[Recorded data]
::::

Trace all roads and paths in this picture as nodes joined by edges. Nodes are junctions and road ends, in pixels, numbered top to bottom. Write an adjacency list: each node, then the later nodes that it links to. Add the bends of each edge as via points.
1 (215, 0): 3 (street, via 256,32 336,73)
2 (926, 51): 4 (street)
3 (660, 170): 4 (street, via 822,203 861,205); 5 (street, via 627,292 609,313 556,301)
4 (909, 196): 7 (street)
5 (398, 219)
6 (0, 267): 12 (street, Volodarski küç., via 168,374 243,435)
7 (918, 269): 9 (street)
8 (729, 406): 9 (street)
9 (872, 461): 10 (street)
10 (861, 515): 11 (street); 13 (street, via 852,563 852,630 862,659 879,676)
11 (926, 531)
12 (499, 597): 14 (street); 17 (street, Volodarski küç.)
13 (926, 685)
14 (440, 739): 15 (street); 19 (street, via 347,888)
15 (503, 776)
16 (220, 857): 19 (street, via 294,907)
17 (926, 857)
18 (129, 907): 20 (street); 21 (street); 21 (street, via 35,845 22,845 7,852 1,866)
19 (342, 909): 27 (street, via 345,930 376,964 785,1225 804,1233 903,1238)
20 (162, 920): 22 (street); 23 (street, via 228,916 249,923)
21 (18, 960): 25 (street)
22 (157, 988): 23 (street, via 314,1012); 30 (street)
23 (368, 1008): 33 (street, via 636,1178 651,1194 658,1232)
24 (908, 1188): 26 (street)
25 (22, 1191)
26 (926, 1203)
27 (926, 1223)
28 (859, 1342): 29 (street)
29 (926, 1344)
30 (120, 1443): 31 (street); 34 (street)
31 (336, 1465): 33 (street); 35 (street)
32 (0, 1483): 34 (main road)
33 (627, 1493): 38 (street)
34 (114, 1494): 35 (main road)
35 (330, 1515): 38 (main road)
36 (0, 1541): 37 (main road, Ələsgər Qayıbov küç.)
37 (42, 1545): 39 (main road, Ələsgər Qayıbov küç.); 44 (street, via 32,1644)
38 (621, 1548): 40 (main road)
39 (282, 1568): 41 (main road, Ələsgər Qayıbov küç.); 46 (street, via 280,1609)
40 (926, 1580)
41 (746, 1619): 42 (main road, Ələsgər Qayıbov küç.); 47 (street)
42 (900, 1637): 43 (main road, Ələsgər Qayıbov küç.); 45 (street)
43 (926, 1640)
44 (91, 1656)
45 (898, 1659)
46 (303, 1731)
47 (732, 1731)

::::

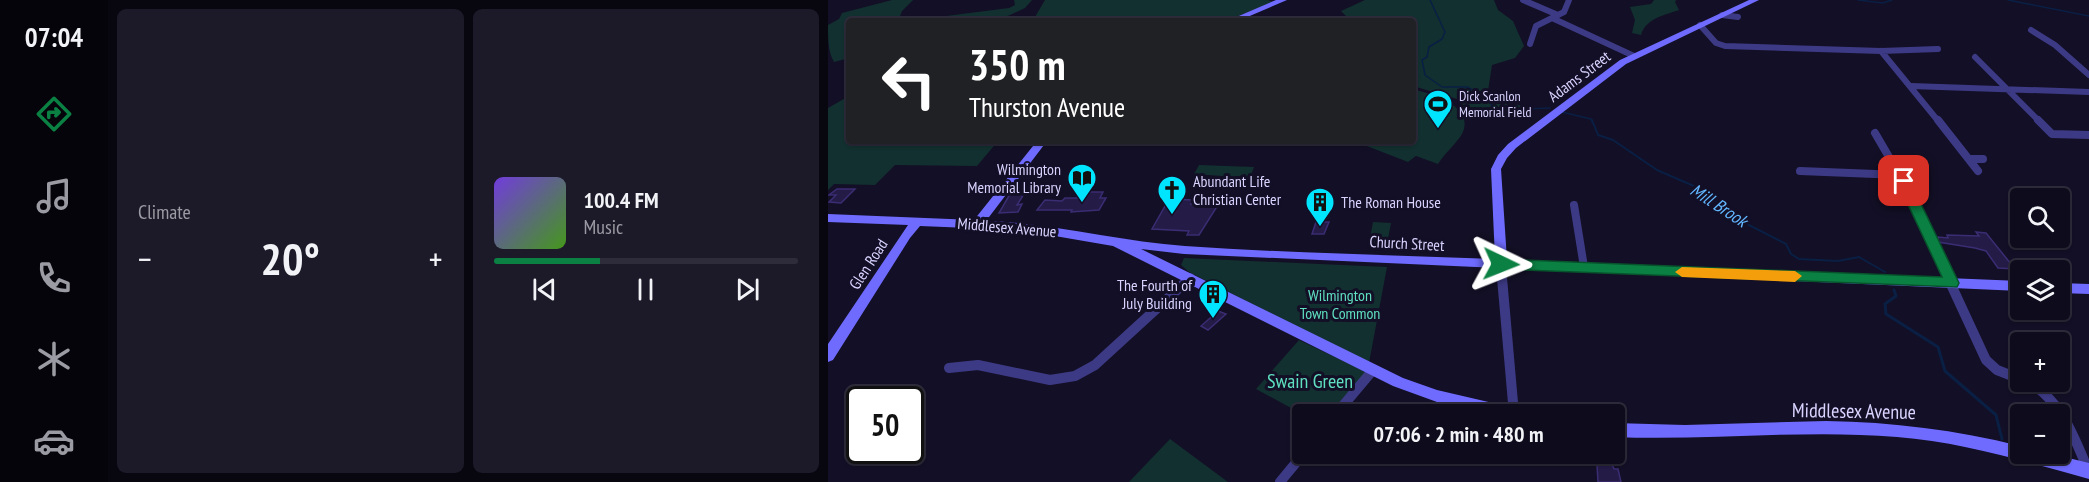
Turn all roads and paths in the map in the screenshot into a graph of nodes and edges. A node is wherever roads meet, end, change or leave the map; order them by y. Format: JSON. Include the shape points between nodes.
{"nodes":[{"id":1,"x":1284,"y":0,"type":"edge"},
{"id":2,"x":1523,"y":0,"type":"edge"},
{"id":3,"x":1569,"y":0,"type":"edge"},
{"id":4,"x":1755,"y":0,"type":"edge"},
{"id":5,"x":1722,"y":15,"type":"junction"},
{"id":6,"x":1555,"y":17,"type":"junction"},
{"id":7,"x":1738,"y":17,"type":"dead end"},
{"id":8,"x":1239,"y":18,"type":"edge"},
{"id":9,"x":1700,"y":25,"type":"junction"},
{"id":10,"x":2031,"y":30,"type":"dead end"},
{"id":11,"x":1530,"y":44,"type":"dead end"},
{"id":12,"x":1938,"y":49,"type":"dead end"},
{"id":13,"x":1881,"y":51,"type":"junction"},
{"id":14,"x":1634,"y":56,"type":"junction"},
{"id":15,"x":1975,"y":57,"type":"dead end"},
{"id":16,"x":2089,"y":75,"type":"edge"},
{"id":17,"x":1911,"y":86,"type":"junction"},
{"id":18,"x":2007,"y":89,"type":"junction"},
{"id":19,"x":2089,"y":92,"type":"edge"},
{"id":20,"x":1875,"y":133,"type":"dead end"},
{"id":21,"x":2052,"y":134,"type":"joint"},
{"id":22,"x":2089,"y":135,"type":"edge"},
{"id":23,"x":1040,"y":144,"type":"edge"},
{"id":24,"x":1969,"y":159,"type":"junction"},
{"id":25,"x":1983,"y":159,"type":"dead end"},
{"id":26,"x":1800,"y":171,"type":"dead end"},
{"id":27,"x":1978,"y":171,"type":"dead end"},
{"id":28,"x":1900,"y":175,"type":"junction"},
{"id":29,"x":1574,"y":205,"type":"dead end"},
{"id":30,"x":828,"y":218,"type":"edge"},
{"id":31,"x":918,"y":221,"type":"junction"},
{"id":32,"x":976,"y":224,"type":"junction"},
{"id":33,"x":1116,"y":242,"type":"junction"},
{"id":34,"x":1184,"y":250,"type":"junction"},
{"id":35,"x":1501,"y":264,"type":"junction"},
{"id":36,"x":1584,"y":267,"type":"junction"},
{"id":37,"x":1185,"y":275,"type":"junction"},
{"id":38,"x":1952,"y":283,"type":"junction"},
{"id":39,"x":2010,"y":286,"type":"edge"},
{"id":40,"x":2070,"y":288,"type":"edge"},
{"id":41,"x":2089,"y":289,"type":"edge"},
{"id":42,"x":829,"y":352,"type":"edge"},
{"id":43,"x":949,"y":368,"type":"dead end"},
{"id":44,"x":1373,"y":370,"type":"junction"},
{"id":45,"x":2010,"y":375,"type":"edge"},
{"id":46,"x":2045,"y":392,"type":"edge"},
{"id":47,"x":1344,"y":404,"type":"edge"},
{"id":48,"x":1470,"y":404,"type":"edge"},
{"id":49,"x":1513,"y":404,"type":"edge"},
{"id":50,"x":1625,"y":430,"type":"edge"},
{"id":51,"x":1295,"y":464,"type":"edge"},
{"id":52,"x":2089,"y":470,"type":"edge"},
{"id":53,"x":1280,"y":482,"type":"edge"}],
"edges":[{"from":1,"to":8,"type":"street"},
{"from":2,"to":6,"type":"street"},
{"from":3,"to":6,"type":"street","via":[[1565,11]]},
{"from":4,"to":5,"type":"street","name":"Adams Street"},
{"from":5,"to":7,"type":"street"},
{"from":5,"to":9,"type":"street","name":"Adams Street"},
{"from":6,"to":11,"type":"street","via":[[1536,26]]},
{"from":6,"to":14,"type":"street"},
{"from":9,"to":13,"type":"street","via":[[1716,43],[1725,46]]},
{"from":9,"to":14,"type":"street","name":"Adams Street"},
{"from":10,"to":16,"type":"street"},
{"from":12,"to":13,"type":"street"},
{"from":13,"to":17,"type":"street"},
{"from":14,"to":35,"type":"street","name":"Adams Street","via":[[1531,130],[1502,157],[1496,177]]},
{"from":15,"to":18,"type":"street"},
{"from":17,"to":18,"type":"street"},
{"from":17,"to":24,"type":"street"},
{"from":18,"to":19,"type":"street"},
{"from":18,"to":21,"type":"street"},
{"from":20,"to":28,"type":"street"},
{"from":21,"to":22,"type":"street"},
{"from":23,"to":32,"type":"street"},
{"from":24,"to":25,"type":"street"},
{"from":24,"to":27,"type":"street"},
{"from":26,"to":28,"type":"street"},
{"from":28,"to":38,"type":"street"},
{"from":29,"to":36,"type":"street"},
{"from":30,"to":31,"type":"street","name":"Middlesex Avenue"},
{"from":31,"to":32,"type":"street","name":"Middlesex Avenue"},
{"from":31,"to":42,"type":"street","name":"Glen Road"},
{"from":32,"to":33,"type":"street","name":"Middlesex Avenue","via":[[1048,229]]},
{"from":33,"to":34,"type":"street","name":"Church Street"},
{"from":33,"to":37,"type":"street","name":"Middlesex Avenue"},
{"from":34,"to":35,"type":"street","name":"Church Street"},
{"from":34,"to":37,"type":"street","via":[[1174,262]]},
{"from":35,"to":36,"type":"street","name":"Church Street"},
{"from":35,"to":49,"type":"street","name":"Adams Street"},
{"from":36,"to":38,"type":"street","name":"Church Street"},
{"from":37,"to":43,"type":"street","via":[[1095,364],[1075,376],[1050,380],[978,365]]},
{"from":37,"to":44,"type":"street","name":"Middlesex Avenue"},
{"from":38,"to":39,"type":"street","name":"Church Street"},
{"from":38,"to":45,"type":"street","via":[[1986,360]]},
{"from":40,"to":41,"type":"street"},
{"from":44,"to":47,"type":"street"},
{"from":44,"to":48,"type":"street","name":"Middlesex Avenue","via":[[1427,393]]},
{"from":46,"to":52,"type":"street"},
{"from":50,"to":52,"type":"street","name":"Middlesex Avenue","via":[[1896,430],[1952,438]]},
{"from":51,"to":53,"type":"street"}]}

::::

■ **TASK DESCRIPTION**:
Within the entries above, count the lines that include "Qayıbov". The answer is that number alone.

■ **THE COMPLETED TASK**:
5